Aga Siedarta Wismaya, Yoseph Wijaya, Jorge Gabriel Senduk, dan Muhammad Nur Aziz Wardana adalah empat nama yang kerap mengisi posisi utama untuk Pacific. Sedangkan Arisanda Djauharie lebih banyak memulai gim dari bangku cadangan. Yerikho Tuasela adalah pemain Bali United untuk musim 2021. Sebelumnya, ia membela Pacific.

Melihat lima pemain Pacific ada di sana, kami menghubungi Direktur Pacific Irsan Pribadi Susanto untuk menjelaskan lebih rinci kronologi kejadian ini. Melalui sambungan telepon, Irsan menjelaskan semuanya dengan cukup rinci.

"Kalau bicara mengenai kecurigaan sebenarnya bisa dibilang kami sudah lama curiga bahwa ada praktik match fixing dari pemain. Namun, untuk membuktikannya, mendapatkan barang bukti, bukan hal mudah," terang Irsan. 

"Untuk kasus kali ini, mulainya bisa dibilang sejak awal musim. Waktu itu, ada akun Instagram tidak dikenal yang mengirim pesan ke akun Pacific untuk menawarkan match fixing. Lalu, ada juga orang asing yang telepon ke saya dan menawarkan hal serupa. Semuanya tentu kami tolak. Namun, dari sini saya punya firasat buruk dan langsung bilang ke manajer untuk hati-hati serta menjaga para pemain sepanjang musim."

Firasat Irsan semakin menguat melihat gim-gim awal Pacific di mana tin mereka kalah berantakan. Menurutnya, banyak cara bermain yang tak wajar dari pemain. Manajer Pacific kala itu, Ade Nopriansyah, yang menemani tim setiap hari pun merasakan hal yang sama. Usai konsultasi, Irsan mengarahkan Ade untuk membuat laporan ke IBL sekaligus terus berupaya mencari bukti. 

"Masih dalam proses mengumpulkan bukti, salah satu pemain ruki kami bercerita kepada saya dan Ade bahwa ia tidak nyaman di tim karena ia ditawari untuk melakukan match fixing oleh Aga. Pemain ini menolak tawaran itu," lanjut Irsan.
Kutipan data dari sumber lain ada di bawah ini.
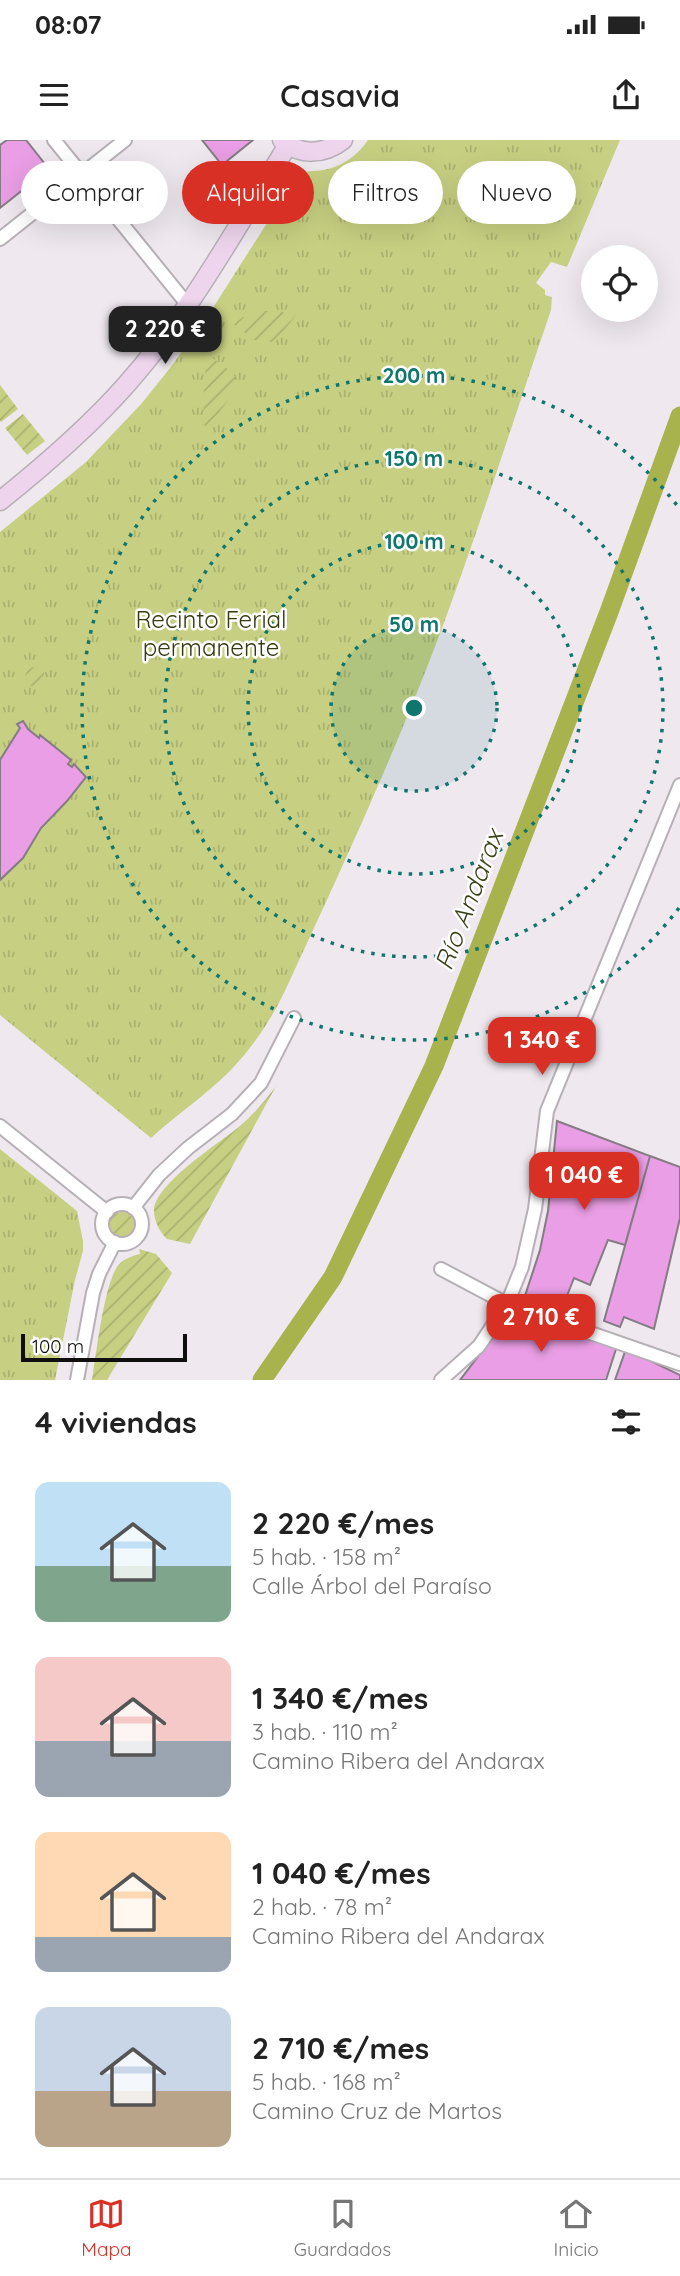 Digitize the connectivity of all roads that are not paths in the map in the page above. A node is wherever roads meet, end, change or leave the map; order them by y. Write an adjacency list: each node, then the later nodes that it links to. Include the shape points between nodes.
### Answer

Ade lantas mendapatkan kabar dari seorang rekannya yang merupakan bagian dari kelompok supporter bola di Surabaya. Menariknya, meski tak mengikuti basket, sosok ini bisa menebak selisih kekalahan Pacific di gim selanjutnya. 

Pihak ini pula yang membantu Pacific untuk mendapatkan bukti berupa tangkapan layar kesepakatan bandar dengan pemain Pacific. Setelahnya, Irsan juga berhasil mendapatkan bukti transfer uang kepada pemain yang terlibat. Semua ini terjadi saat musim masih berlangsung di "gelembung" IBL, Cisarua, Bogor.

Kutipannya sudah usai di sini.